In the United States, there are approximately 33 million people that participate in recreational fishing (16 years of age and older) that account for an industry of over $48 billion annually and approximately 828,000 jobs (Southwick, 2012). Within this, the access to and the use of live bait from commercial shops presents a need to ensure the safety of participants. Spread of these pathogens is an ongoing important problem in the bait industry. Despite the concern over pathogens in the industry, actions towards prevention of pathogen spread by commercial vendors do not always address the issue (Connelly et al., 2018).
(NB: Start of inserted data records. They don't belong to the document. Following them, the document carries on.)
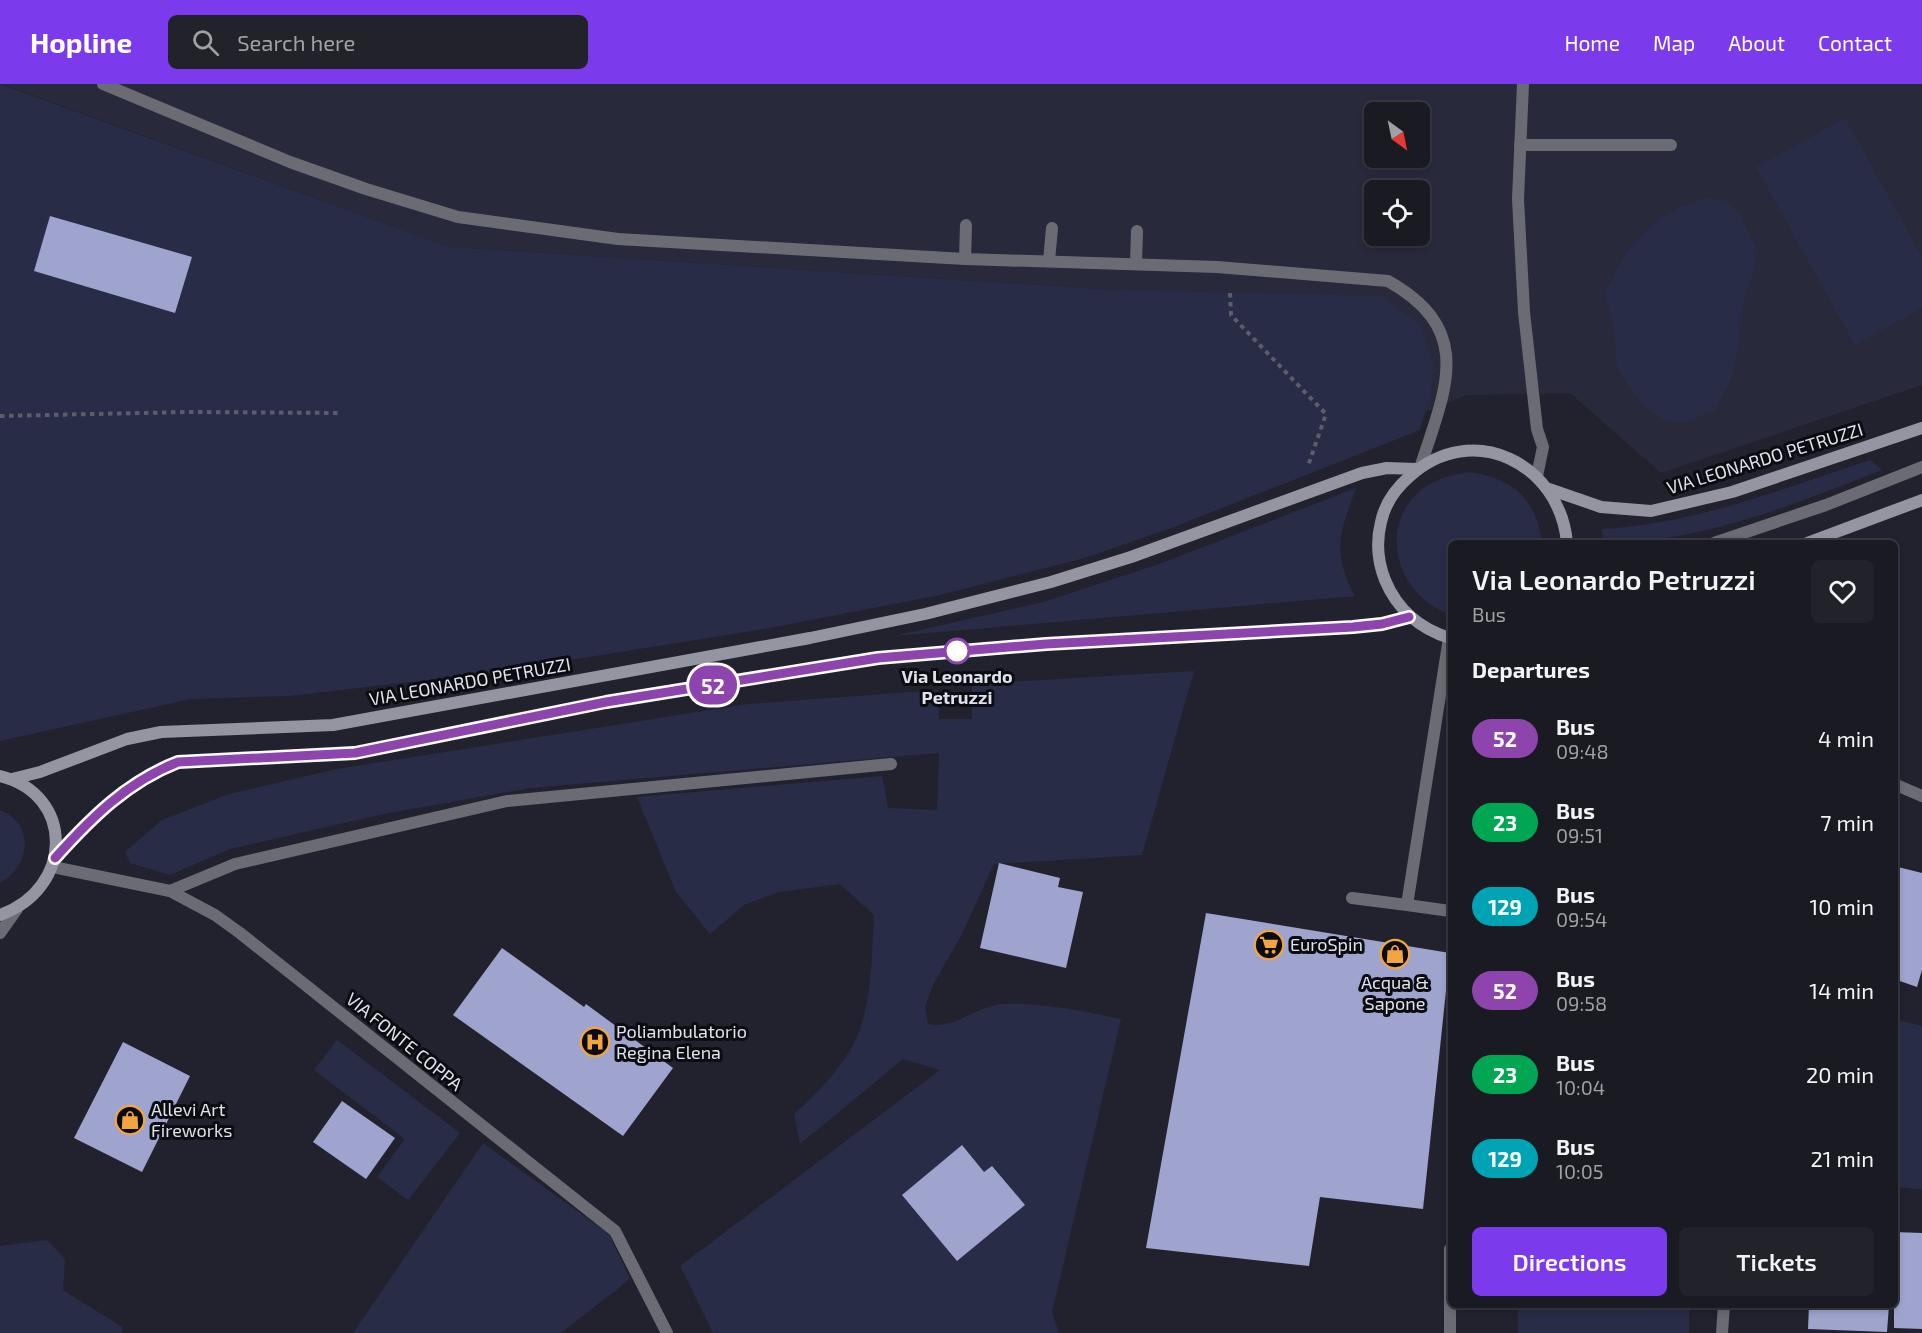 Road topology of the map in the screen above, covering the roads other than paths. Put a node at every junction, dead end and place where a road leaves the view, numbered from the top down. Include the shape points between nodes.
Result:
1 (103, 84) edge
2 (1523, 84) edge
3 (1520, 145) junction
4 (1671, 145) dead end
5 (966, 225) dead end
6 (1052, 228) dead end
7 (1137, 231) dead end
8 (965, 259) junction
9 (1049, 261) junction
10 (1136, 264) junction
11 (1922, 428) edge
12 (1419, 467) junction
13 (1922, 467) edge
14 (1537, 476) junction
15 (1548, 489) junction
16 (1922, 500) edge
17 (1567, 540) edge
18 (1723, 540) edge
19 (1815, 540) edge
20 (1409, 617) junction
21 (1448, 637) edge
22 (1448, 650) edge
23 (891, 764) dead end
24 (6, 778) edge
25 (1898, 786) edge
26 (1922, 796) edge
27 (54, 862) junction
28 (170, 891) junction
29 (1352, 898) dead end
30 (1407, 905) junction
31 (17, 909) junction
32 (1448, 910) edge
33 (0, 915) edge
34 (0, 933) edge
35 (1450, 1308) edge
36 (1724, 1308) edge
37 (667, 1333) edge
38 (1450, 1333) edge
39 (1722, 1333) edge

1 - 8 street via 301,166 458,217 618,239
2 - 3 street
3 - 4 street
3 - 14 street via 1518,199 1524,312 1543,447
5 - 8 street
6 - 9 street
7 - 10 street
8 - 9 street
9 - 10 street
10 - 12 street via 1388,280 1404,289 1429,311 1444,339 1448,371
11 - 15 main road, VIA LEONARDO PETRUZZI via 1732,492 1651,511 1601,507
12 - 14 main road via 1443,455 1476,451 1517,462
12 - 20 main road via 1399,485 1384,510 1377,538 1380,567 1391,595
12 - 24 main road, VIA LEONARDO PETRUZZI via 1375,470 1131,557 925,614 333,725 161,732 127,739 40,772
13 - 18 street
14 - 15 main road
15 - 17 main road via 1556,500
16 - 19 main road
20 - 21 main road
20 - 27 main road via 1353,627 1046,644 878,658 606,702 355,753 178,762 130,786 90,819
22 - 30 street
23 - 28 street via 507,801 235,864
24 - 27 main road via 33,792 48,811 56,834
25 - 26 street
27 - 28 street, VIA FONTE COPPA
27 - 31 main road via 45,884
28 - 37 street, VIA FONTE COPPA via 240,933 615,1231
29 - 30 street
30 - 32 street
31 - 33 main road
31 - 34 street
35 - 38 street
36 - 39 street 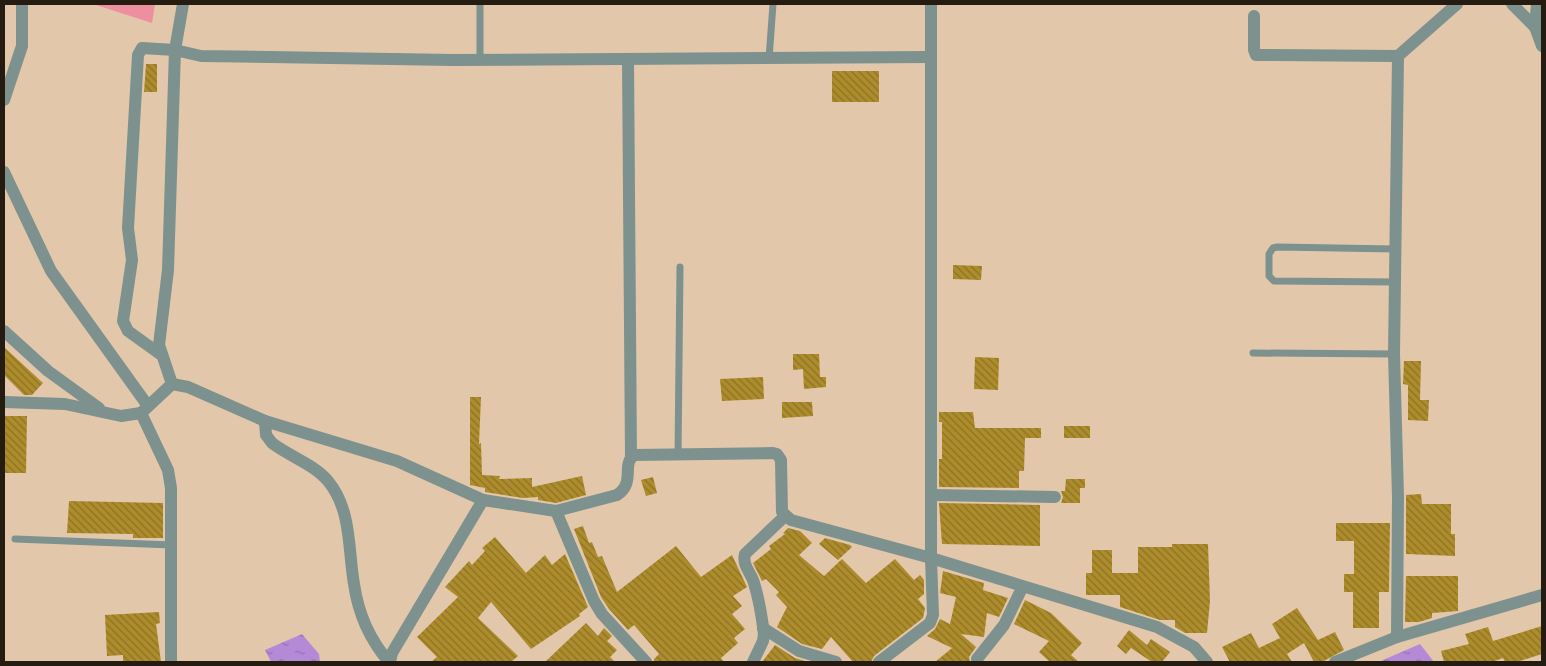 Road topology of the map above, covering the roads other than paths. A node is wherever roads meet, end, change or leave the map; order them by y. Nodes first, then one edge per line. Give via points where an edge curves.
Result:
1 (22, 4) edge
2 (183, 4) edge
3 (480, 4) edge
4 (773, 4) edge
5 (931, 4) edge
6 (1457, 4) edge
7 (1512, 4) edge
8 (1537, 4) edge
9 (1254, 16) dead end
10 (1535, 27) junction
11 (1542, 46) edge
12 (175, 50) junction
13 (1398, 56) junction
14 (931, 57) junction
15 (769, 59) junction
16 (480, 60) junction
17 (628, 60) junction
18 (4, 100) edge
19 (4, 172) edge
20 (1395, 249) junction
21 (680, 267) dead end
22 (1394, 282) junction
23 (4, 331) edge
24 (1253, 353) dead end
25 (160, 354) junction
26 (1394, 354) junction
27 (170, 385) junction
28 (4, 402) edge
29 (144, 409) junction
30 (106, 413) junction
31 (265, 421) junction
32 (678, 455) junction
33 (631, 458) junction
34 (931, 495) junction
35 (1055, 497) dead end
36 (482, 500) junction
37 (556, 511) junction
38 (785, 516) junction
39 (15, 538) dead end
40 (172, 545) junction
41 (931, 558) junction
42 (1022, 588) junction
43 (1542, 595) edge
44 (763, 628) junction
45 (1397, 637) junction
46 (977, 659) dead end
47 (171, 662) edge
48 (390, 662) edge
49 (646, 662) edge
50 (753, 662) edge
51 (836, 662) edge
52 (879, 662) edge
53 (1207, 662) edge
54 (1334, 662) edge

1 - 18 street via 22,46
2 - 12 street
3 - 16 lane
4 - 15 lane
5 - 14 street
6 - 13 street
7 - 10 street
8 - 10 street
9 - 13 street via 1254,53 1260,56
10 - 11 street
12 - 16 street via 201,56
12 - 25 street via 170,244 159,334
12 - 25 street via 146,47 138,55 128,228 132,260 123,316 128,331
13 - 20 street
14 - 15 street
14 - 34 street
15 - 17 street
16 - 17 street
17 - 33 street
19 - 29 street via 52,271
20 - 22 street
20 - 22 lane via 1273,248 1269,254 1269,276 1274,281
21 - 32 lane
22 - 26 street
23 - 30 street via 48,371
24 - 26 lane
25 - 27 street
26 - 45 street
27 - 29 street
27 - 31 street via 188,388
28 - 30 street via 65,404
29 - 30 street via 121,416
29 - 40 street via 168,470
31 - 36 street via 397,461
31 - 48 street via 266,435 272,443 328,481 338,496 349,536 361,611 378,649
32 - 33 street
32 - 38 street via 777,454
33 - 37 street via 628,481 617,495
34 - 35 street
34 - 41 street
36 - 37 street
36 - 48 street via 392,653
37 - 49 street via 594,602
38 - 41 street
38 - 44 street via 748,549 743,559 754,583
39 - 40 lane
40 - 47 street
41 - 42 street
41 - 52 street via 932,620
42 - 46 street via 1004,625
42 - 53 street via 1157,627 1194,647
43 - 45 street
44 - 50 street via 763,641
44 - 51 street via 798,651
45 - 54 street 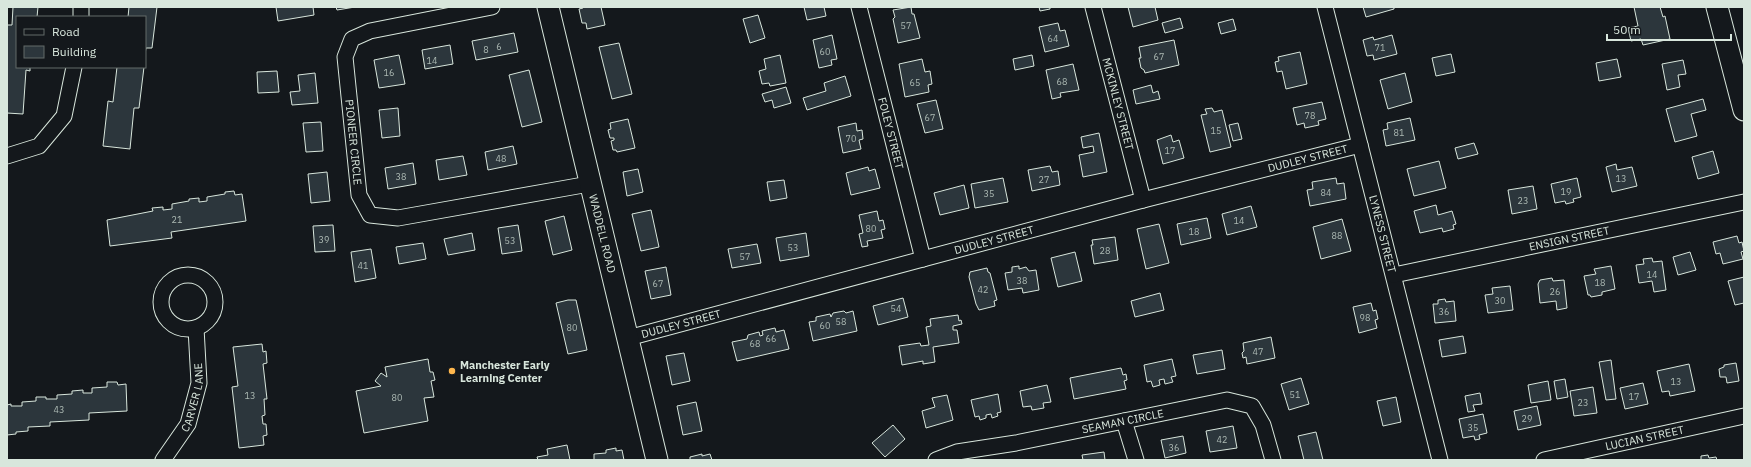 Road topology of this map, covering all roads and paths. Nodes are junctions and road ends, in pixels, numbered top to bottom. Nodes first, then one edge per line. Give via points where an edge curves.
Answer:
1 (492, 7) edge
2 (548, 7) edge
3 (859, 7) edge
4 (1094, 7) edge
5 (1325, 7) edge
6 (1717, 7) edge
7 (74, 68) edge
8 (1744, 110) edge
9 (1360, 145) junction
10 (7, 156) edge
11 (589, 184) junction
12 (1143, 200) junction
13 (1744, 202) edge
14 (923, 259) junction
15 (1394, 275) junction
16 (196, 328) dead end
17 (628, 338) junction
18 (1744, 416) edge
19 (1124, 421) junction
20 (163, 460) edge
21 (656, 460) edge
22 (936, 460) edge
23 (1136, 460) edge
24 (1273, 460) edge
25 (1440, 460) edge
26 (1544, 460) edge

1 - 11 street, PIONEER CIRCLE via 370,31 352,39 345,58 359,195 370,215 398,218
2 - 11 street, WADDELL ROAD
3 - 14 street, FOLEY STREET
4 - 12 street, MCKINLEY STREET
5 - 9 street, LYNESS STREET
6 - 8 street
7 - 10 street via 64,116 39,146
9 - 12 street, DUDLEY STREET
9 - 15 street, LYNESS STREET
11 - 17 street, WADDELL ROAD
12 - 14 street, DUDLEY STREET
13 - 15 street, ENSIGN STREET
14 - 17 street, DUDLEY STREET
15 - 25 street, LYNESS STREET
16 - 20 street, CARVER LANE via 200,383 188,424
17 - 21 street, WADDELL ROAD
18 - 26 street, LUCIAN STREET
19 - 22 street, SEAMAN CIRCLE via 957,452
19 - 23 street
19 - 24 street, SEAMAN CIRCLE via 1227,400 1252,406 1263,426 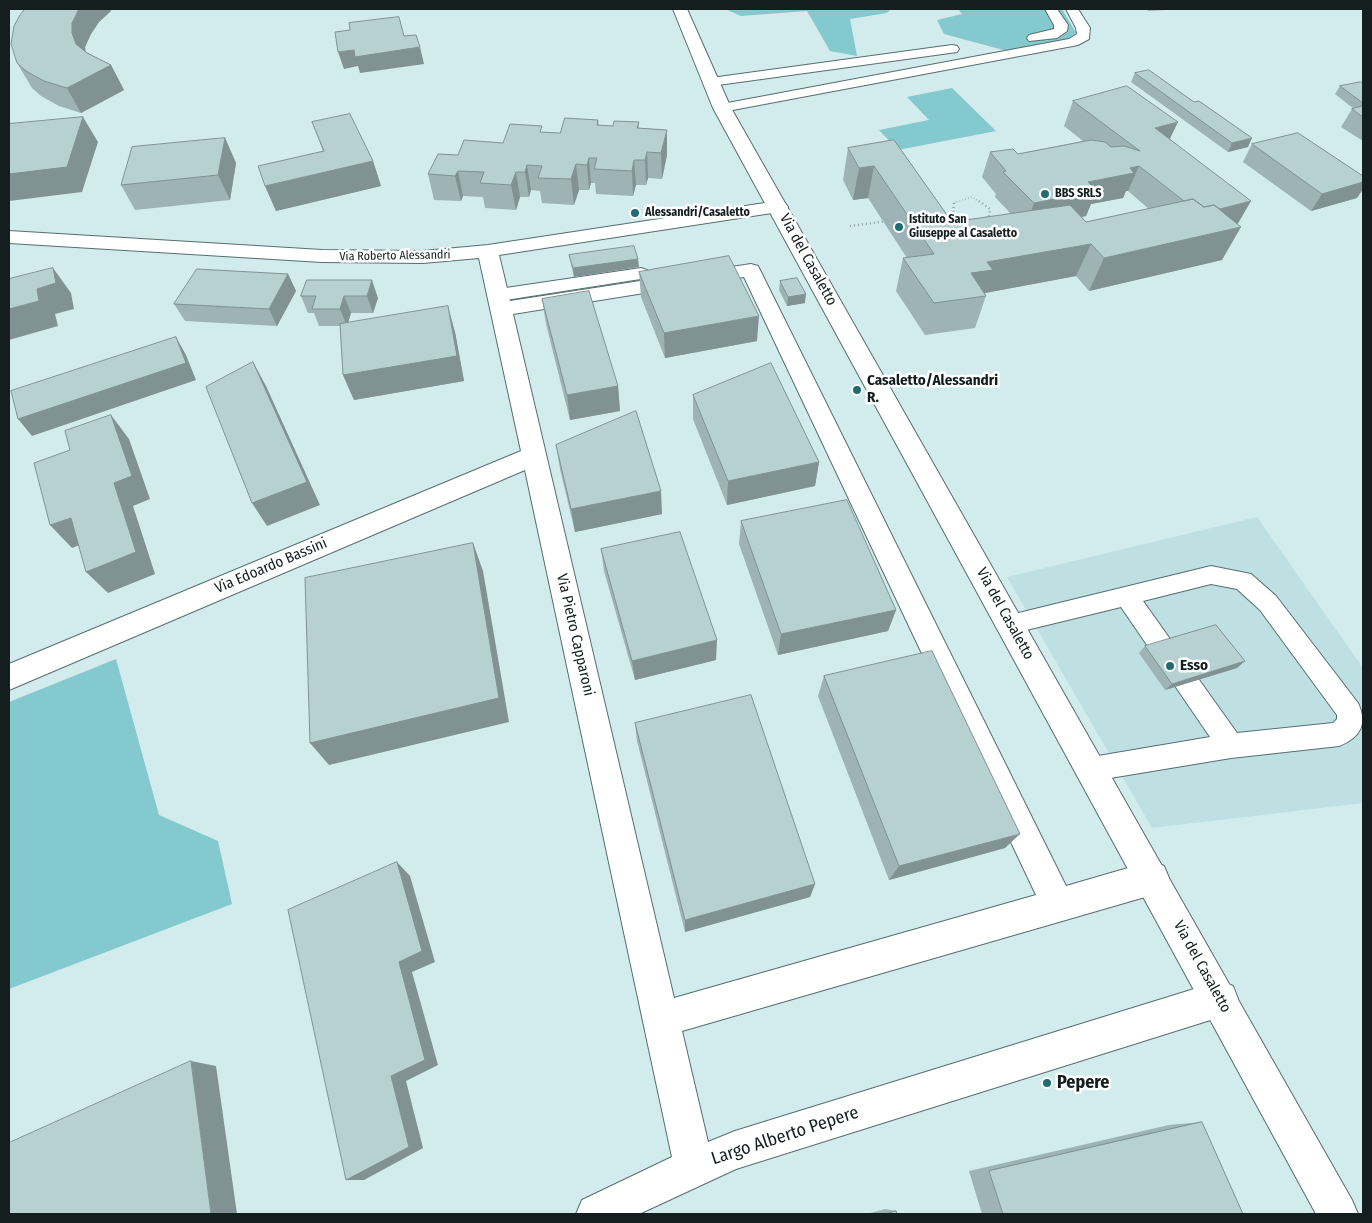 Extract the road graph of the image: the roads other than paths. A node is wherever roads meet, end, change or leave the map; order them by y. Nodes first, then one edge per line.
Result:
1 (680, 9) edge
2 (1051, 9) edge
3 (1072, 9) edge
4 (985, 44) dead end
5 (965, 47) dead end
6 (711, 82) junction
7 (722, 108) junction
8 (778, 207) junction
9 (9, 237) edge
10 (488, 251) junction
11 (642, 274) edge
12 (500, 302) junction
13 (534, 456) junction
14 (1126, 596) junction
15 (1010, 624) junction
16 (9, 677) edge
17 (1231, 746) junction
18 (1092, 769) junction
19 (1152, 878) junction
20 (1058, 905) junction
21 (1220, 999) junction
22 (662, 1019) junction
23 (694, 1166) junction
24 (610, 1211) edge
25 (1338, 1214) edge

1 - 6 street, Via del Casaletto
2 - 4 lane
3 - 7 lane
5 - 6 lane
6 - 7 street, Via del Casaletto
7 - 8 street, Via del Casaletto
8 - 10 street, Via Roberto Alessandri
8 - 15 street, Via del Casaletto
9 - 10 street, Via Roberto Alessandri
10 - 12 street, Via Pietro Capparoni
11 - 12 lane
12 - 13 street, Via Pietro Capparoni
12 - 20 street
13 - 16 street, Via Edoardo Bassini
13 - 22 street, Via Pietro Capparoni
14 - 15 lane
14 - 17 lane
14 - 17 lane
15 - 18 street, Via del Casaletto
17 - 18 lane
18 - 19 street, Via del Casaletto
19 - 20 street
19 - 21 street, Via del Casaletto
20 - 22 street
21 - 23 street, Largo Alberto Pepere
21 - 25 street, Via del Casaletto
22 - 23 street, Largo Alberto Pepere
23 - 24 street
In this study, we note a number of potentially harmful pathogens in samples fully accessible to the public. However, there are a number of caveats to this. First, potential pathogens, albeit present in the samples as noted, could be at low levels and may never become virulent. Additionally, the pathogenicity of the documented OTUs was not specifically tested in this study. Second, there is no guarantee of spread from source (e.g., commercial shop) to additional sites, or that bait water bacteria could become harmful to humans as the pathogens may become damaged during transport or die when released into the environment, a similar observation to that of the importance of propagule pressure in the invasive species literature (Lockwood, Cassey & Blackburn, 2005). However, while there are no guarantees for spread and/or infection, the likely repeated introduction of these potentially dangerous strains of organisms to the environment and as documented in the invasive species literature, even low probability survival and arrival can ultimately lead to establishment and damages of invasive species (Jerde & Lewis, 2007; Jerde, Bampfylde & Lewis, 2009). Future screening and monitoring is needed to ensure safety for millions of participants in recreational fishing annually and also to the ecosystems where these harmful pathogens could be spread.